§ **RECORDS FOR THIS EXERCISE**
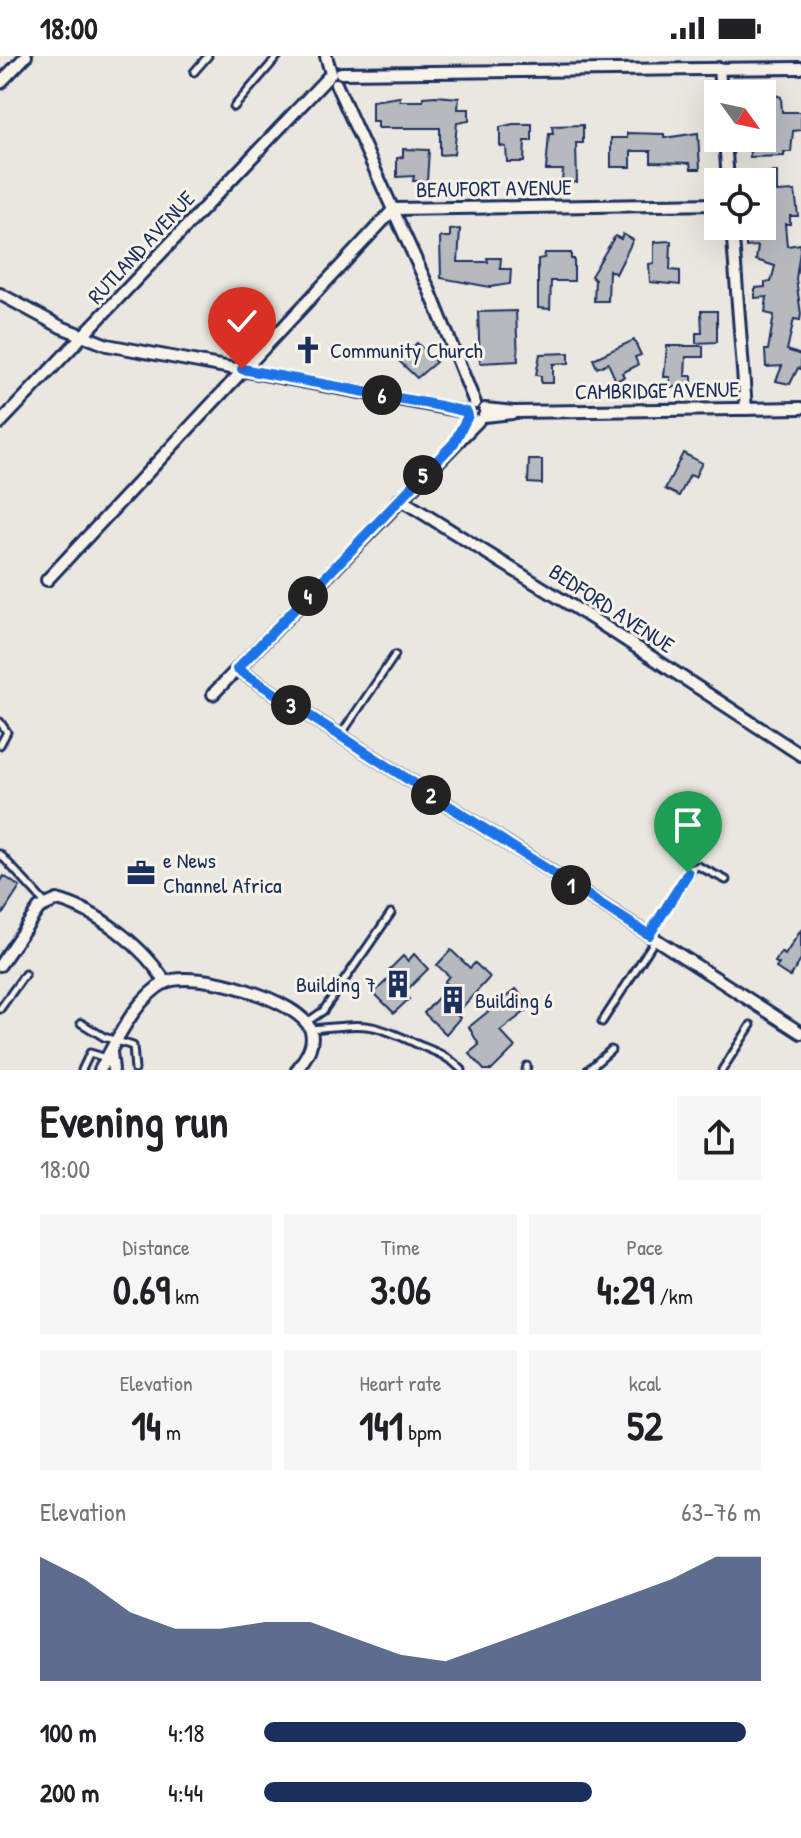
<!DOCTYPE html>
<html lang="en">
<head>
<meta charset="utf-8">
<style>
	body { margin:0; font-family:"Patrick Hand",sans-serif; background:#f6f6f6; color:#202124; height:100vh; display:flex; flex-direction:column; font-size:30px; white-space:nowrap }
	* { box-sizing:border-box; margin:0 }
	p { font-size:26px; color:#757577 }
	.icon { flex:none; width:44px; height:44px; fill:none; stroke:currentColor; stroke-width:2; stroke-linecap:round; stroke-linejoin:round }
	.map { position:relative; height:1014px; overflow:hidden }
	.details { display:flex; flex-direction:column; background:#fff; flex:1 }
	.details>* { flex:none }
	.needle { width:52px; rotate:123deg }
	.controls { position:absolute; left:704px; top:24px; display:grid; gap:16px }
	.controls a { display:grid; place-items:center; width:72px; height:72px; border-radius:0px; background:#fff; box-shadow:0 8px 32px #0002; font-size:40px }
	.pin { position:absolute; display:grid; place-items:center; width:68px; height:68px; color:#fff; margin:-82px -34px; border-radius:50% 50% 50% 0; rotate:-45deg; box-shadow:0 0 8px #0007 }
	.pin .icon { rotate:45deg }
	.km { position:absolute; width:40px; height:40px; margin:-20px; border-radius:50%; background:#222; color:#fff; font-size:22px; line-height:40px; text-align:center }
	.round { display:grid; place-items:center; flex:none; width:84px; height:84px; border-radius:0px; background:#f6f6f6 }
	.headline { display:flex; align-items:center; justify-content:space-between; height:136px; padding:0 40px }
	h1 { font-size:44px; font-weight:800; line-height:60px }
	.figures { display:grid; grid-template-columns:repeat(3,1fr); gap:12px; height:136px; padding:8px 40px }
	.figures div { display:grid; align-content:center; border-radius:0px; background:#f6f6f6; text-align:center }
	.figures b { font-size:40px; font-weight:800 }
	.figures small { font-size:22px; font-weight:400 }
	.figures p { font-size:22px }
	.chart { height:224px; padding:16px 40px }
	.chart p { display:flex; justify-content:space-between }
	.chart svg { width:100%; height:144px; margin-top:8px; fill:#1b2f5e; opacity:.7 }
	ul { padding:0 40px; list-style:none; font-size:26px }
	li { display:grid; grid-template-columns:128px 96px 1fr; align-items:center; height:60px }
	li i { height:20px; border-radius:10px; background:#1b2f5e }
	.status { display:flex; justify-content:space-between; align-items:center; height:56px; padding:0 40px; background:#fff; direction:ltr }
	.status svg { height:22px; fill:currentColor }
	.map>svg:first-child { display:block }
	.building { fill:#b6babf; stroke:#1b2f5e; stroke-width:2 }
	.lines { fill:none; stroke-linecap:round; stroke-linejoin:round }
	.lane-casing { stroke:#1b2f5e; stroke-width:11 }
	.street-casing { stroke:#1b2f5e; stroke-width:16 }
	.lane { stroke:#f7f3e8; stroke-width:5 }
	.street { stroke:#f7f3e8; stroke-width:10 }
	.route-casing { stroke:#fff; stroke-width:16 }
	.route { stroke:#1a73e8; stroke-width:10 }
	.labels { text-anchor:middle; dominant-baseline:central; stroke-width:6; stroke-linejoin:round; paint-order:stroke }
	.street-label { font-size:22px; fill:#1b2f5e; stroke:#f7f3e8 }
	.poi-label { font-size:22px; fill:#1b2f5e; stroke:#f7f3e8; text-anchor:start }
</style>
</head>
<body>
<div class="status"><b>18:00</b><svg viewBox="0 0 49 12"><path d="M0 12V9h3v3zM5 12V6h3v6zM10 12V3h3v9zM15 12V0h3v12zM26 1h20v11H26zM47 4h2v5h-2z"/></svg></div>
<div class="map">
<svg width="801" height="1014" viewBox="0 0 801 1014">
	<rect width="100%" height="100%" fill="#eae7e0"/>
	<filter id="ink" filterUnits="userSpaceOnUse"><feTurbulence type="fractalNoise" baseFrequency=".0125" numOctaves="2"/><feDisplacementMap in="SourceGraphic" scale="16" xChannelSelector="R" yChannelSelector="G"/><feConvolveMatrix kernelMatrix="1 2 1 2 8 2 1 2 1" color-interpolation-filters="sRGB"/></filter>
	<g filter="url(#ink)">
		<g class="building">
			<polygon points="767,36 781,41 782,56 801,56 801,74 793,75 791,96 784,96 784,100 750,101 749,82 762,82 762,48"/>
			<polygon points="436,40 459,42 458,53 469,53 469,65 457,67 454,98 440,99 440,72 378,72 378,65 372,65 372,45 400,41 400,45 423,45 423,41"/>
			<polygon points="513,68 532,68 532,85 525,85 524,106 507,106 506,91 500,90 500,71"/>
			<polygon points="583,69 583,87 576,87 577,126 562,126 563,114 546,114 549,78 553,78 552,70"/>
			<polygon points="627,77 664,78 664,82 698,77 700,113 691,113 690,107 651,106 651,95 631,95 631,111 611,111 611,82 627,82"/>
			<polygon points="403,93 429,94 427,125 413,125 414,120 397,121 397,102 403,101"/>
			<polygon points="777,116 777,136 795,135 798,160 790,160 790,168 785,168 787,190 801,188 796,223 801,258 800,264 794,263 787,294 801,299 801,313 798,312 790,328 776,325 782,310 766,311 765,294 768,294 774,259 765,257 767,241 755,242 755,232 765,231 765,226 771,226 775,210 756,204 758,190 746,191 746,182 762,181 762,126 736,126 736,119"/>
			<polygon points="460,173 458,206 488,206 487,202 501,202 500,213 511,213 510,228 490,231 441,222 440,181 450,181 450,174"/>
			<polygon points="623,178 633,184 616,218 609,214 608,245 594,245 595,224 591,220 615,180 621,183"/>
			<polygon points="671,185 670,214 680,215 680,229 650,226 649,208 654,207 654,186"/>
			<polygon points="545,197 571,197 571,203 574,203 574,225 551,225 550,253 538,252 538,203 544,202"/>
			<polygon points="516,255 518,305 480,307 478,256"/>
			<polygon points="701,255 717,255 717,286 696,287 696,277 702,277"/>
			<polygon points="634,284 641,299 635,301 638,309 622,317 624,321 616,325 608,307 597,312 593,303"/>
			<polygon points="417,287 436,306 417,322 399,305"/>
			<polygon points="667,290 703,290 703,301 686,301 685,320 692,320 692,331 670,331 670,321 664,321"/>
			<polygon points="569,297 569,307 553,308 553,327 541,327 541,320 536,319 540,298"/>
			<polygon points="683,397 702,407 695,421 690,419 679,440 665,433"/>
			<polygon points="529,404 542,404 542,428 528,427"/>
			<polygon points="4,820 20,831 0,862 0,827"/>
			<polygon points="801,874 801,904 790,921 776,912 779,908 775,906 781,896 785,899"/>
			<polygon points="451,894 470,912 475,907 490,921 456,958 460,962 446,978 424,957 449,930 444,926 449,920 437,909"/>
			<polygon points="414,898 428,913 404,937 409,943 394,957 374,937 392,919 388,915 403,900 408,905"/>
			<polygon points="516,933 531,951 500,975 515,991 492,1014 484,1014 469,997 479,989 469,971"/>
		</g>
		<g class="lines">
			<defs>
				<g id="lane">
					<polyline points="194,16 208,0"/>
					<polyline points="234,51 278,0"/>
					<polyline points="0,666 7,676 0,689"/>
					<polyline points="340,680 395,599"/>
					<polyline points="0,798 45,847"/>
					<polyline points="649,879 693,812 698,810 726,824"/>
					<polyline points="0,953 25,918"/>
					<polyline points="307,966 323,955 391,857"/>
					<polyline points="602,966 655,884"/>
					<polyline points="81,967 104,981 133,990 135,1014"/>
					<path d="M311 973C366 968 369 965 419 989 436 996 448 1000 462 1014"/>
					<polyline points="82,1014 90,997 106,1002"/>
					<polyline points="526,1014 527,1010"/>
					<polyline points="588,1014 611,994"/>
					<polyline points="722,1014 751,969"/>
				</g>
				<g id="street">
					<polyline points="326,0 331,17"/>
					<polyline points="719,12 721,38"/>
					<polyline points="341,17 801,12"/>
					<polyline points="0,27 26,0"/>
					<polyline points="336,28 429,233 475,347"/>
					<polyline points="725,82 728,126"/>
					<polyline points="732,170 746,353"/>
					<polyline points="0,238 61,271 107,289 467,356"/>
					<polyline points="485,353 514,356 801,352"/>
					<polyline points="484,360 512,357"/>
					<polyline points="0,367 329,20"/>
					<polyline points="400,443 601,568 801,699"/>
					<polyline points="47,524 394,153 718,148"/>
					<polyline points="237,613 801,977"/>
					<polyline points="213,638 478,365"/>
					<path d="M0 909 39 852 57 844C97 854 144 891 166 927"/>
					<polyline points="111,996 113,1014"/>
					<path d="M100 1014C116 986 135 942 166 926 195 913 302 944 311 975 315 990 305 1002 297 1014"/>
				</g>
			</defs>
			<use href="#lane" class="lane-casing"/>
			<use href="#street" class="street-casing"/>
			<use href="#lane" class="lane"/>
			<use href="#street" class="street"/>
		</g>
	</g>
	<g class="lines" filter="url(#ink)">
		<defs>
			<polyline id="route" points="242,313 441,350 467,356 468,360 454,387 237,613 649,879 688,817"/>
		</defs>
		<use href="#route" class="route-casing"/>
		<use href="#route" class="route"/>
	</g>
	<defs>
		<symbol id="church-bare" viewBox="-9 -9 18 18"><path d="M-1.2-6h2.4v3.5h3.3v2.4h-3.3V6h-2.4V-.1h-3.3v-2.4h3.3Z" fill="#1b2f5e" stroke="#f7f3e8" stroke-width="2.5" paint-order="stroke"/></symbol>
		<symbol id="office-bare" viewBox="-9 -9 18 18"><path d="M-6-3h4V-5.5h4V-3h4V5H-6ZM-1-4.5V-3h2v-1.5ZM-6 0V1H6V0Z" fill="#1b2f5e" stroke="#f7f3e8" stroke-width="2.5" paint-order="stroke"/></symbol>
		<symbol id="building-bare" viewBox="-9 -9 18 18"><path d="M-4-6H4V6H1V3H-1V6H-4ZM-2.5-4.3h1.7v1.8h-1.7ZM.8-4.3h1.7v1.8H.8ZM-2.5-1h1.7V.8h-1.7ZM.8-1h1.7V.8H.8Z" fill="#1b2f5e" stroke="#f7f3e8" stroke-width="2.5" paint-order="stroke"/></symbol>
	</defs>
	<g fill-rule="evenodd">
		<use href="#church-bare" x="288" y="274" width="40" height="40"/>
		<use href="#office-bare" x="121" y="797" width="40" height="40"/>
		<use href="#building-bare" x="378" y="908" width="40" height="40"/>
		<use href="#building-bare" x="433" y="924" width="40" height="40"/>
	</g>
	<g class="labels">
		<g class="street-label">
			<text transform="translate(494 132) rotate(-1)">BEAUFORT AVENUE</text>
			<text transform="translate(141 191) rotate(-47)">RUTLAND AVENUE</text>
			<text transform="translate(657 334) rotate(-1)">CAMBRIDGE AVENUE</text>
			<text transform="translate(612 552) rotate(33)">BEDFORD AVENUE</text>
		</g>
		<g class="poi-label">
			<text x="330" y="294">Community Church</text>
			<text x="163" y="804">e News<tspan x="163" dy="25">Channel Africa</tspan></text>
			<text x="376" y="928" text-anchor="end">Building 7</text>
			<text x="475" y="944">Building 6</text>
		</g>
	</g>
</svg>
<div class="controls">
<a><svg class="needle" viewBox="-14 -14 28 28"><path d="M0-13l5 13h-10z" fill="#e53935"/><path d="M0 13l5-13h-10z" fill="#757577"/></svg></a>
<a><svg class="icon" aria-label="locate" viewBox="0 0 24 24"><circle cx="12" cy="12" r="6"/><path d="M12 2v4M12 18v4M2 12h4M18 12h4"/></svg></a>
</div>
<div class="pin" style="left:688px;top:817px;background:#1e9e55"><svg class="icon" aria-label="arrive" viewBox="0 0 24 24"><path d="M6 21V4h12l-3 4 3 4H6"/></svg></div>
<div class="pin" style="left:242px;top:313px;background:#d93025"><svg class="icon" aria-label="check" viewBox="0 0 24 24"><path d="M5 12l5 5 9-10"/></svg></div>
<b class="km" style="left:571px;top:829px">1</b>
<b class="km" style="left:431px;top:739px">2</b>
<b class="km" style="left:291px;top:649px">3</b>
<b class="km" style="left:308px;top:540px">4</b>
<b class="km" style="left:423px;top:419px">5</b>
<b class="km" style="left:382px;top:339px">6</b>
</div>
<section class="details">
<div class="headline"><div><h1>Evening run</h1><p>18:00</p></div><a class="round"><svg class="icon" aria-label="share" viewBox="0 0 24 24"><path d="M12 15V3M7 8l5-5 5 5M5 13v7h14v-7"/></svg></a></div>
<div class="figures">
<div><p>Distance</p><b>0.69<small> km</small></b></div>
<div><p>Time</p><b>3:06</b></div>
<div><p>Pace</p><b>4:29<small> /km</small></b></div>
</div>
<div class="figures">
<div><p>Elevation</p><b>14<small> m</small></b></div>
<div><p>Heart rate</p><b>141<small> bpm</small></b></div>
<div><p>kcal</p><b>52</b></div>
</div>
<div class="chart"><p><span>Elevation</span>63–76 m</p>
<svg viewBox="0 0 160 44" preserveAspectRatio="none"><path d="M0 44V6L10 13L20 23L30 28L40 28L50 26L60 26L70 31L80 36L90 38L100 33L110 28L120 23L130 18L140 13L150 6L160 6V44z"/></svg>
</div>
<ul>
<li><b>100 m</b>4:18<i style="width:97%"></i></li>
<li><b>200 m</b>4:44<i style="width:66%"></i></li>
</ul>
</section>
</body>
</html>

§ **BRIEF**
When a line of the data holds the string "controls", pick it out and copy it.

§ **ANSWER BOX**
	.controls { position:absolute; left:704px; top:24px; display:grid; gap:16px }
	.controls a { display:grid; place-items:center; width:72px; height:72px; border-radius:0px; background:#fff; box-shadow:0 8px 32px #0002; font-size:40px }
<div class="controls">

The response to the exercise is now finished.